Terrence Malick 監督『Thin Red Line』

この映画は、太平洋戦争中のガダルカナル島での戦いを描いた戦争映画です。しかし、戦争映画とは言っても、英雄的な指揮官や兵士が活躍するというものではなく、地味で緻密な描写で、前線の兵士の感情を丹念に描いていく作品になっています。

この映画では、様々な兵士のそれぞれの思いや、戦闘への怖れ、戦争への疑問などが描かれています。彼らが、地べたを這いずり回り、弱音を吐き、情けない姿を晒す様子を丹念に描いているので、ある種の図式に収まらないものが描かれているような印象を受けます。そのため、この映画の描写には、かなりのリアリティーがあるとも言えます。

また、この映画では、戦闘場面でも、直接関係がない風景描写を頻繁に挟み込んでいます。この映画では、南の島の風景が大変美しく撮影されており、人間だけでなく、自然の様子も、映画の中に取り込もうと意図されていたことがうかがわれます。

この映画は基本的に、美しい映像、丹念な心理、そして戦闘描写が見事な、かなり出来の良い映画です。
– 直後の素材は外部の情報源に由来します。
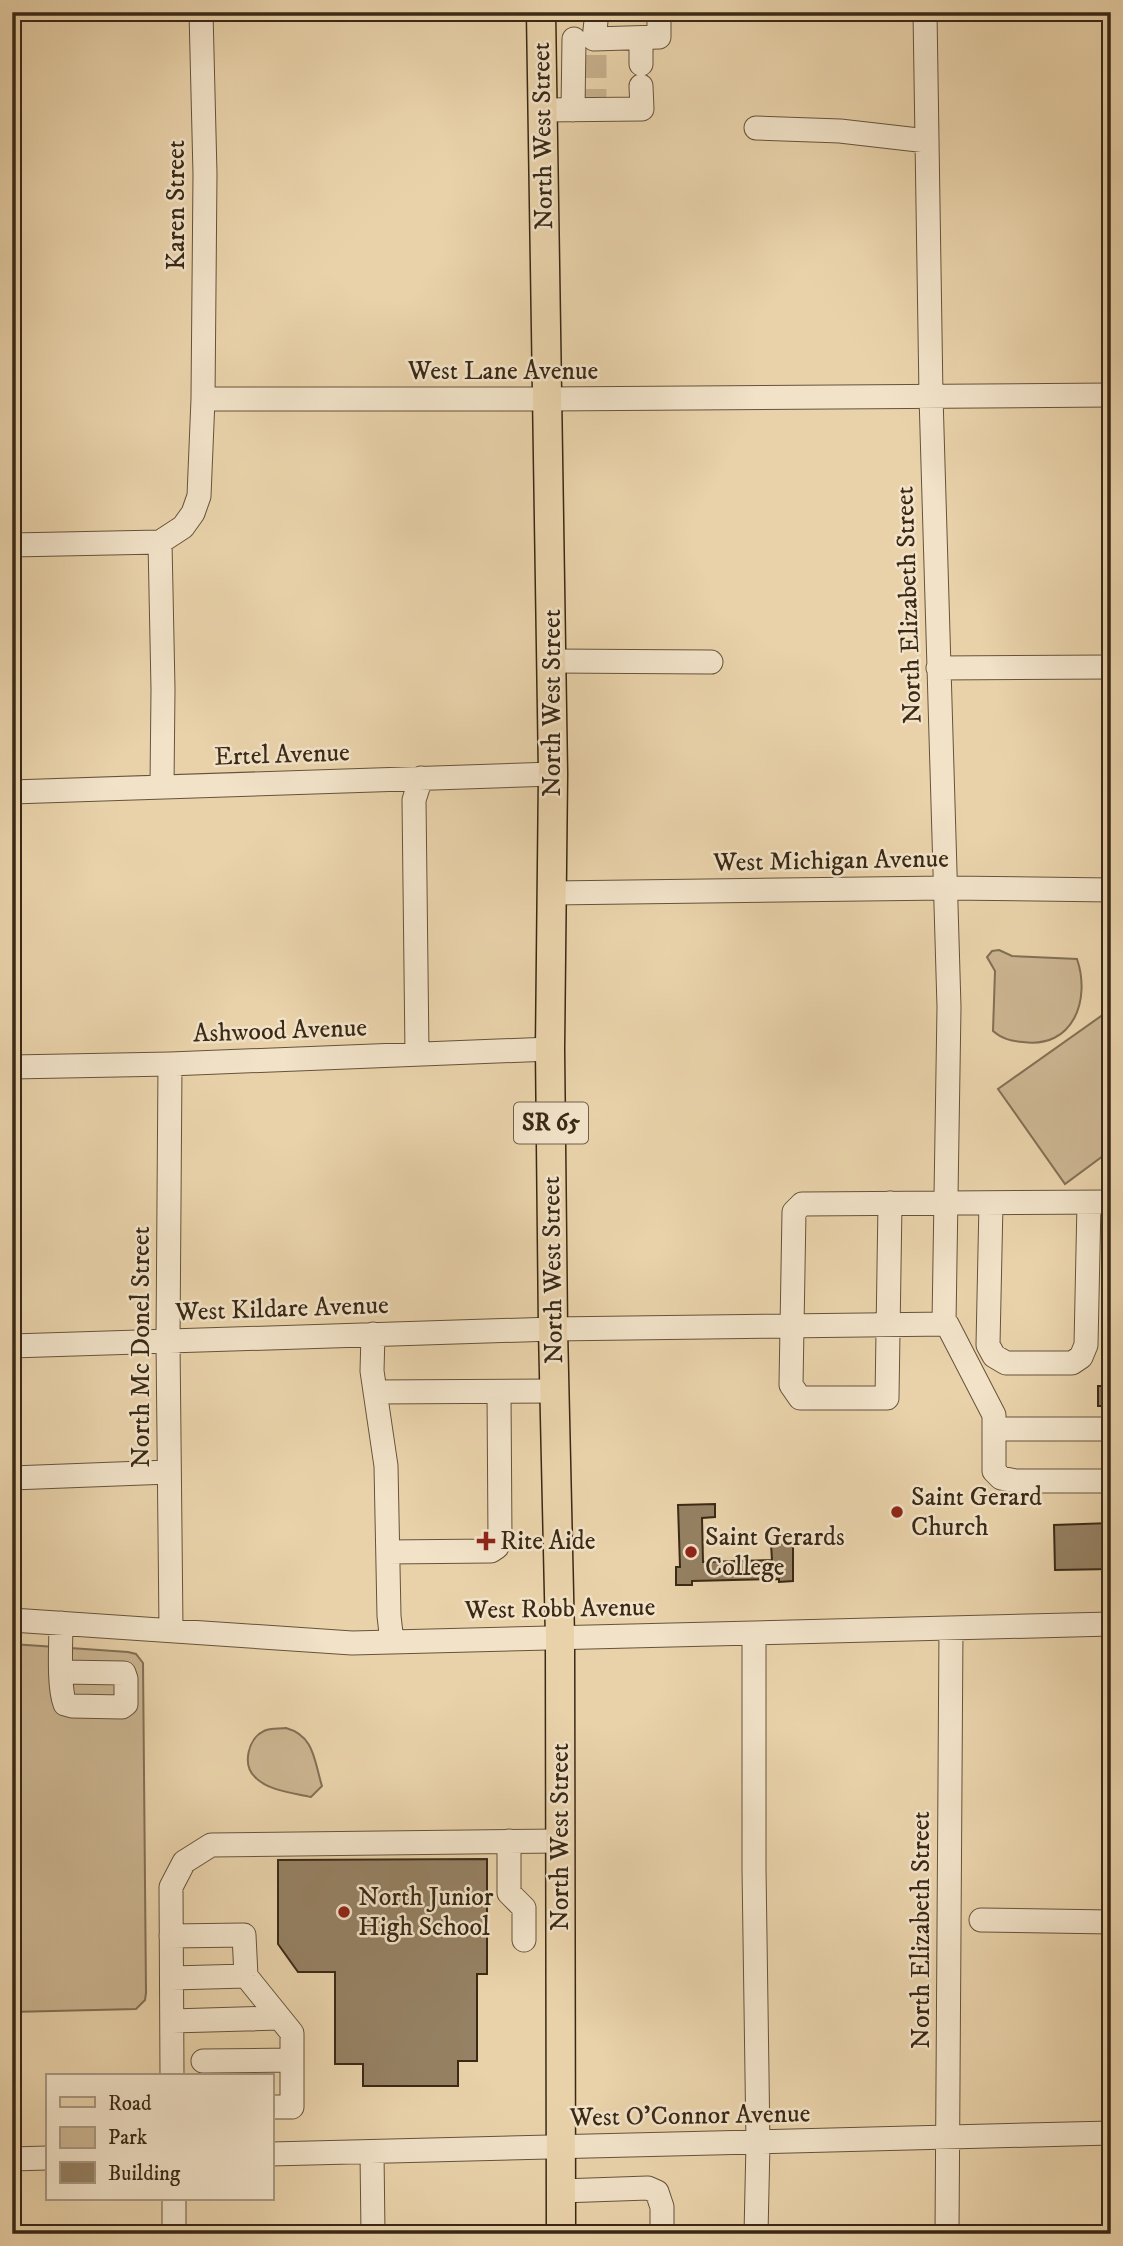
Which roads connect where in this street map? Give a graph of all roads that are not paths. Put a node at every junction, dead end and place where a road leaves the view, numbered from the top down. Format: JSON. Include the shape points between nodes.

ただ、個人的には、それほどピンと来なかったという部分もあります。

この映画では、冒頭の場面などで現地の未開部族の村が映し出されるのですが、これはおそらく殺し合いをしている現代社会との対比になっていると思います。また、自然描写が多いのも、同様の理由ではないかと思います。このような未開、あるいは自然に対するイメージは、個人的には、ナイーブすぎるのではないかと思いました。

また、この映画では、兵士の怖れや失敗や、苦しみばかりを描くというところがあります。そのため、兵士の非好戦的側面や非英雄的な側面が強調されすぎており、これはこれで、戦争に対する監督の幻想の投影の所産ではないかと思いました。たとえば、日本兵が、包囲されたアメリカ兵に「俺はお前を殺したくない」と泣きそうになりながら近づいていく場面には、個人的に全くリアリティーを感じられませんでした。ただ、私は、戦場での兵士の心理について良く知らないので、実際は、この映画の描写はきちんと史実に基づいていたのかもしれず、私の個人的な印象に留まります。

この映画では、戦闘シーンを含めて、いつも感傷的な音楽が鳴っているなど、全体的に非常にセンチメンタルな雰囲気が漂っています。そのため、センチメンタルな戦争映画が好きな人には、大変良い映画だろうと思います。